(Collected data entries)
============
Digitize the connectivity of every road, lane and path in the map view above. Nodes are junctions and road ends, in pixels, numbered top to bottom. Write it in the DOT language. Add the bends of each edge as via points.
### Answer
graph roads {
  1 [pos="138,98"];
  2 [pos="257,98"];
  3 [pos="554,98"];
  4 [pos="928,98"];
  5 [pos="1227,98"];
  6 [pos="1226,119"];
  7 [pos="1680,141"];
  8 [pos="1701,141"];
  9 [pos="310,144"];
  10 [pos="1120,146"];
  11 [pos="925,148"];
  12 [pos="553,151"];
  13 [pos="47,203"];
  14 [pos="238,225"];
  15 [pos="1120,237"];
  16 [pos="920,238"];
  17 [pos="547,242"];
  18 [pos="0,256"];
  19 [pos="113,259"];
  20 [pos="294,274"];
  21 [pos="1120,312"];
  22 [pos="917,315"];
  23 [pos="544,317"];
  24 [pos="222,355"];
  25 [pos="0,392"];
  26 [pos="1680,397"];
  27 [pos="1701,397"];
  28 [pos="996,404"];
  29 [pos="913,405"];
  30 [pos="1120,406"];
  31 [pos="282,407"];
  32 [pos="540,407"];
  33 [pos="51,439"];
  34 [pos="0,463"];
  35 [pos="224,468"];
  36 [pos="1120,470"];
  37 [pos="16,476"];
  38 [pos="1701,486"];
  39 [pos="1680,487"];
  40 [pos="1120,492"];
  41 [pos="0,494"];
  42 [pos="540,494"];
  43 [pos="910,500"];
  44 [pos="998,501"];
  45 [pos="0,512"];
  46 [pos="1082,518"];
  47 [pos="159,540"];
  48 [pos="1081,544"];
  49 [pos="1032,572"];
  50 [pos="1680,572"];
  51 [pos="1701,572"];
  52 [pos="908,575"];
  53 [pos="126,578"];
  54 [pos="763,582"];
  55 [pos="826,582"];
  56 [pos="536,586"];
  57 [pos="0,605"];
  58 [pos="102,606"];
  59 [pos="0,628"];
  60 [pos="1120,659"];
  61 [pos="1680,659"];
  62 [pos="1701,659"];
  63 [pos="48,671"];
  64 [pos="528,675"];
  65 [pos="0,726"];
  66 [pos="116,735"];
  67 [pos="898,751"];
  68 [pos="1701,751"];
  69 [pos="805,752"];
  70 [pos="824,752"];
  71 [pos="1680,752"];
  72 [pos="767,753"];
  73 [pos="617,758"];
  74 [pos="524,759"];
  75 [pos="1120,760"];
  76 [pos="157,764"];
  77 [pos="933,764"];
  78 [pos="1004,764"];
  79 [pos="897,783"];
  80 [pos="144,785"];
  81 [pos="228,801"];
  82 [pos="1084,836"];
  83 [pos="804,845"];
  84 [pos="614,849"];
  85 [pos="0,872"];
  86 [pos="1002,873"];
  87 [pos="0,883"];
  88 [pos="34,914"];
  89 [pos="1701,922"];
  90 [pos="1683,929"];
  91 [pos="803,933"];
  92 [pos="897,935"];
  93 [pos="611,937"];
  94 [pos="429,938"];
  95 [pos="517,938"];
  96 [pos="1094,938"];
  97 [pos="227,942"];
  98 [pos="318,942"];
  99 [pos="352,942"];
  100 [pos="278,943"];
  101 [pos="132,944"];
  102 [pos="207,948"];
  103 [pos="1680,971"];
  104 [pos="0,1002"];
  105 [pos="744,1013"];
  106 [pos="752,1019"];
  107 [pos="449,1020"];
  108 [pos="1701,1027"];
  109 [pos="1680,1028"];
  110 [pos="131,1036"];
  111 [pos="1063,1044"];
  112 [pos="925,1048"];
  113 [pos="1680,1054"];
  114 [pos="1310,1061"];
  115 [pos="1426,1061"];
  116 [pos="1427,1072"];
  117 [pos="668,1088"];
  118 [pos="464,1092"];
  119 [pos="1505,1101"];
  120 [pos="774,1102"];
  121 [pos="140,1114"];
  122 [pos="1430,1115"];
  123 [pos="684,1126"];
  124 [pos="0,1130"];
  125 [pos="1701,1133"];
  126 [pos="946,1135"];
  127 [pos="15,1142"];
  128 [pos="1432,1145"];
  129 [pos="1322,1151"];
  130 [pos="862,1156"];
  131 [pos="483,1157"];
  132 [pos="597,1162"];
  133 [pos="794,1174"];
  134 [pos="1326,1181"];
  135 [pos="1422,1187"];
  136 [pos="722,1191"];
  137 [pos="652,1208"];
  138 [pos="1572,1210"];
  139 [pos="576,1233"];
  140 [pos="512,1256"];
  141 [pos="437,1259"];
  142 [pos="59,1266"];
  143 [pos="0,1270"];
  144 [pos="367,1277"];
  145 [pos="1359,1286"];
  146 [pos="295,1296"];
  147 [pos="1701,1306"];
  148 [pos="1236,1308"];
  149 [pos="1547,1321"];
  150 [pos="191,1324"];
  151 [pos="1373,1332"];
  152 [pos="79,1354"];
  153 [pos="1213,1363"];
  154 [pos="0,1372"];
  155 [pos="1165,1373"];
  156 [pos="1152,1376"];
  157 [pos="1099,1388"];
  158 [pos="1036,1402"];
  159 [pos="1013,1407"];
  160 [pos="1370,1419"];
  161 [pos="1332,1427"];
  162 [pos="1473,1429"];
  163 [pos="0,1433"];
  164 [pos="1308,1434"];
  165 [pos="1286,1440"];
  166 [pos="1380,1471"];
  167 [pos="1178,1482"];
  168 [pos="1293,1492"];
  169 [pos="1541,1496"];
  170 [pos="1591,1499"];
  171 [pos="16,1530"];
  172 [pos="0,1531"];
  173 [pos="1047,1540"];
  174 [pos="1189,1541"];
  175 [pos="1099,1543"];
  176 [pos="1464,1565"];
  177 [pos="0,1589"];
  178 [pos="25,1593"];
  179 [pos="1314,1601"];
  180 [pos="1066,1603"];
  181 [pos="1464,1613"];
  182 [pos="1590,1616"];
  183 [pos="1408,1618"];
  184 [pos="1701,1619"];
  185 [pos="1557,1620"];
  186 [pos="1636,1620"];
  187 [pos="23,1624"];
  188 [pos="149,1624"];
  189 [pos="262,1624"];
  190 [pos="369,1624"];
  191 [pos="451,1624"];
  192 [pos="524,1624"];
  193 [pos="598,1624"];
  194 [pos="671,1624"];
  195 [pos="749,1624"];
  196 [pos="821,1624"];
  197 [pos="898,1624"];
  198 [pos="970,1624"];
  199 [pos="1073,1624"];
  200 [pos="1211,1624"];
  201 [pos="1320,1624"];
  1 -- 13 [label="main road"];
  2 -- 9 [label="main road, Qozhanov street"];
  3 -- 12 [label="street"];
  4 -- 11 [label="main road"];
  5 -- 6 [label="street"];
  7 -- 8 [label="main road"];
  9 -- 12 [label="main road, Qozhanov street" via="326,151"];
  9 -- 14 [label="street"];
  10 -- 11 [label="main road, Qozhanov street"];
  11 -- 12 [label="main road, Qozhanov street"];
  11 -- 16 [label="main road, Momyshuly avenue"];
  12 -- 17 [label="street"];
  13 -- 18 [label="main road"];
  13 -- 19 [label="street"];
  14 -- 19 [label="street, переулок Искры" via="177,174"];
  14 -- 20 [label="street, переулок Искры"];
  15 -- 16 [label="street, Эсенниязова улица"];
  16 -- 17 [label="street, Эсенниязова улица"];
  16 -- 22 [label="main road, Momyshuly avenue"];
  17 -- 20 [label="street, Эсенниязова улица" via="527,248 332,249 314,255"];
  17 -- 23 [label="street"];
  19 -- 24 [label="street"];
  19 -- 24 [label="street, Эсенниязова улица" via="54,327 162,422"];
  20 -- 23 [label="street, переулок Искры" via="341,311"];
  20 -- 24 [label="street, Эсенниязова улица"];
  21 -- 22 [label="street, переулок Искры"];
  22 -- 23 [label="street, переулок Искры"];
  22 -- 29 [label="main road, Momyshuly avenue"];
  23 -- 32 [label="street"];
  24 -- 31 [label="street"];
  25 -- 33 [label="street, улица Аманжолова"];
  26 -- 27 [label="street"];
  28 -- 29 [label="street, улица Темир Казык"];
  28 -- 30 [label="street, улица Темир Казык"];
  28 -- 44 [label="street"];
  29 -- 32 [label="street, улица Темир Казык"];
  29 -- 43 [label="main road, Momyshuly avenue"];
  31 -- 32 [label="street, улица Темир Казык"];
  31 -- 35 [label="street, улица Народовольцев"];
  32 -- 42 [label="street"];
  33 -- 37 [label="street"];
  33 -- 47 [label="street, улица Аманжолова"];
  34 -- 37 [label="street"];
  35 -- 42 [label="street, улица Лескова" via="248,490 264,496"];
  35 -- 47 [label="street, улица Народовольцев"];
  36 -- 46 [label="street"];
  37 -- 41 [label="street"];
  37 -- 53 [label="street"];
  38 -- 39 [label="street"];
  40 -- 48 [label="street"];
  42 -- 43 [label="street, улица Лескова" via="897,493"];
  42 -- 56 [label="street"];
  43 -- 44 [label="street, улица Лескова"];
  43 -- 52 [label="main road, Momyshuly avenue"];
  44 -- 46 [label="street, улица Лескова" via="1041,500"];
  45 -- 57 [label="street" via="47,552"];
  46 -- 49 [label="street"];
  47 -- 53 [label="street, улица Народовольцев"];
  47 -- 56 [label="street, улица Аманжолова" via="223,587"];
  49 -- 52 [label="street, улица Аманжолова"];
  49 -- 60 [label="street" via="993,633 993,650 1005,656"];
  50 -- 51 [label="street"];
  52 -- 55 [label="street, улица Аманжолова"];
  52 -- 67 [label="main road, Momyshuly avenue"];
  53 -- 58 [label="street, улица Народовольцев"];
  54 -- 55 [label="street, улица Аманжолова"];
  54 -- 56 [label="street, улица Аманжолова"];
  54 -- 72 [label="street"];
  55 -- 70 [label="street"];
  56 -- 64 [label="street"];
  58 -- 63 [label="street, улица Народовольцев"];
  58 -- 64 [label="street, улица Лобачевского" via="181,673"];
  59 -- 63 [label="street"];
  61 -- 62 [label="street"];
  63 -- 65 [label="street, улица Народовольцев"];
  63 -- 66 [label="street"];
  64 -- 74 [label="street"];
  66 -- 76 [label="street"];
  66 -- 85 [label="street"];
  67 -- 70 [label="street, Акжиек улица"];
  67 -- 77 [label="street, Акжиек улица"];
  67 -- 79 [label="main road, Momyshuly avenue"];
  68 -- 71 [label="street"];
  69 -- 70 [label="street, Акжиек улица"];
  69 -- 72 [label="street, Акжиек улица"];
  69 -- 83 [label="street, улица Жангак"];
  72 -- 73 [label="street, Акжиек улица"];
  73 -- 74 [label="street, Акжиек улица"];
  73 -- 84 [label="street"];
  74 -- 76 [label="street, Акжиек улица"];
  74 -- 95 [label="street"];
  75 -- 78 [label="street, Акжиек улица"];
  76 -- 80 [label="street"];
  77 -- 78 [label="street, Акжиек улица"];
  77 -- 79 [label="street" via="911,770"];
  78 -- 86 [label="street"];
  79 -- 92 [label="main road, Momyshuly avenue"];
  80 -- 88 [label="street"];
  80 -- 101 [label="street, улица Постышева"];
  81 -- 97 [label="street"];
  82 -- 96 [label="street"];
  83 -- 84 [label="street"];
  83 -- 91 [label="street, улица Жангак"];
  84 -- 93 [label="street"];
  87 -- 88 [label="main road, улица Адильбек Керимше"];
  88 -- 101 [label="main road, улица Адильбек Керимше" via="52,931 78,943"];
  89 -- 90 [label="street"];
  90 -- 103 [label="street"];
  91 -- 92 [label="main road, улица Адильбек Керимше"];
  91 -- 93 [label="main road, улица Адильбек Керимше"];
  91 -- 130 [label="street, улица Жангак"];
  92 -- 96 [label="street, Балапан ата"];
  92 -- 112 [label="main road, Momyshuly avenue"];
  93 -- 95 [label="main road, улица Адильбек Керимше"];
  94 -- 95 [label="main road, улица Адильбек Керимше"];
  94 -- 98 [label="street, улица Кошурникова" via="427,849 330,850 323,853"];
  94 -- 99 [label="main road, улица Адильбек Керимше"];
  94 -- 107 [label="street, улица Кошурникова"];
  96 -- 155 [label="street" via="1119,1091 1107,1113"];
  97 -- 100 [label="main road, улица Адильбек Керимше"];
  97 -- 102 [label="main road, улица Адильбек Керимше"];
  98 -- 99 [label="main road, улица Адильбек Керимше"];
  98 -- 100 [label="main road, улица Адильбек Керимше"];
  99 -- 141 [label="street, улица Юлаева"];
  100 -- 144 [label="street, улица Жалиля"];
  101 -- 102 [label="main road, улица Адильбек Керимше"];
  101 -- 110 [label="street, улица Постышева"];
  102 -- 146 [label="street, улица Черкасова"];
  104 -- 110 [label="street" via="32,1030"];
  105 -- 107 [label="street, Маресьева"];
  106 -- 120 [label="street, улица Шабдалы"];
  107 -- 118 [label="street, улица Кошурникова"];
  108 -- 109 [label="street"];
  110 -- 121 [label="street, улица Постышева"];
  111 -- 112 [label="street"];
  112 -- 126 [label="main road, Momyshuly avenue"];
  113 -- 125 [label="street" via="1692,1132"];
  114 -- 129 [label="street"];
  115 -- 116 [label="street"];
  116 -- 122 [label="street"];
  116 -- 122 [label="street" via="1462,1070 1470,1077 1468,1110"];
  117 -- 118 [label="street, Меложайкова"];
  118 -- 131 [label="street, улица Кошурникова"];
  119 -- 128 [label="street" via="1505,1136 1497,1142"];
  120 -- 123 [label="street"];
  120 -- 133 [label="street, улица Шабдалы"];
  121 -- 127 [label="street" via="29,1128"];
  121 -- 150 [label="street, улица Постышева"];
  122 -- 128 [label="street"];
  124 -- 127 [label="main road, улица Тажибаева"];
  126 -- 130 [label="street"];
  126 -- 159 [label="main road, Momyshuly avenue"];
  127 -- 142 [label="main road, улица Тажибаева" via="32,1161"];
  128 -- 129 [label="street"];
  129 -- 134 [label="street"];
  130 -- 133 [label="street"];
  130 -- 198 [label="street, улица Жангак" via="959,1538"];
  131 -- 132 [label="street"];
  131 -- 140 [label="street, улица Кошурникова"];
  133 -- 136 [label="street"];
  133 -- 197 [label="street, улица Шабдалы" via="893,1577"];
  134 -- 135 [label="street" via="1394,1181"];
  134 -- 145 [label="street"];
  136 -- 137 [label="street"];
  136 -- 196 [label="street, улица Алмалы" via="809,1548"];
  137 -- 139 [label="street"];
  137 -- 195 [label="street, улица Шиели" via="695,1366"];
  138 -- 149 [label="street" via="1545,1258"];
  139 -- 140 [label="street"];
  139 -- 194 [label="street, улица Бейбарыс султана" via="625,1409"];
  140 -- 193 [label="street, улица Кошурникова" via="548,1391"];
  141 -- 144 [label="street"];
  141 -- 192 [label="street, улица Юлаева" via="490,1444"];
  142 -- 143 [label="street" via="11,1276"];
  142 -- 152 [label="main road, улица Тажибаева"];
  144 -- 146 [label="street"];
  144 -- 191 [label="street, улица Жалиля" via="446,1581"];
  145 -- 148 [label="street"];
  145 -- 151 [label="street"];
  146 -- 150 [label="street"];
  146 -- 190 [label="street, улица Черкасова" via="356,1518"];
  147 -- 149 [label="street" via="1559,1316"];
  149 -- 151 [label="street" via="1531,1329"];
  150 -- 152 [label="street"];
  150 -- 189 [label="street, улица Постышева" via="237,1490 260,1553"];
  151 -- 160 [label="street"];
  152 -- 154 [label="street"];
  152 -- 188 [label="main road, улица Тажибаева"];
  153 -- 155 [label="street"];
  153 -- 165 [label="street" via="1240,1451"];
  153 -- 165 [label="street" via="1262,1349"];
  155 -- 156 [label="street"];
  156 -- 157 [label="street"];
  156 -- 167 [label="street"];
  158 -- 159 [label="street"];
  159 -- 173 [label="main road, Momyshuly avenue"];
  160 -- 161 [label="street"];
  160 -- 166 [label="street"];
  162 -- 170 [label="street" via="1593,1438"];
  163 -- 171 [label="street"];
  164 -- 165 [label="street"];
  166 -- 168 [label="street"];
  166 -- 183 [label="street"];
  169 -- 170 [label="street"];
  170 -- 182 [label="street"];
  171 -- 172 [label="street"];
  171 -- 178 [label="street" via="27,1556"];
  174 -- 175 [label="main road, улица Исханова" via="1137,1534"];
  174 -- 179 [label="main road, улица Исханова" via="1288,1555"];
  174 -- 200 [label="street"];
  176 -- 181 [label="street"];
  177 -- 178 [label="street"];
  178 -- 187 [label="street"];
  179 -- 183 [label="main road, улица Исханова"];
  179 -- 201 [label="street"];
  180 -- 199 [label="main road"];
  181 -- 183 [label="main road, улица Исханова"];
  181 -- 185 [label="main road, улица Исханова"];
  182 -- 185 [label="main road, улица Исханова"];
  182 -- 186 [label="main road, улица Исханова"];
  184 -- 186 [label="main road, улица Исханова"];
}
============
Work instruction |
Reproduce every line above that contains the string "Тажибаева".

Solution to this task |
  124 -- 127 [label="main road, улица Тажибаева"];
  127 -- 142 [label="main road, улица Тажибаева" via="32,1161"];
  142 -- 152 [label="main road, улица Тажибаева"];
  152 -- 188 [label="main road, улица Тажибаева"];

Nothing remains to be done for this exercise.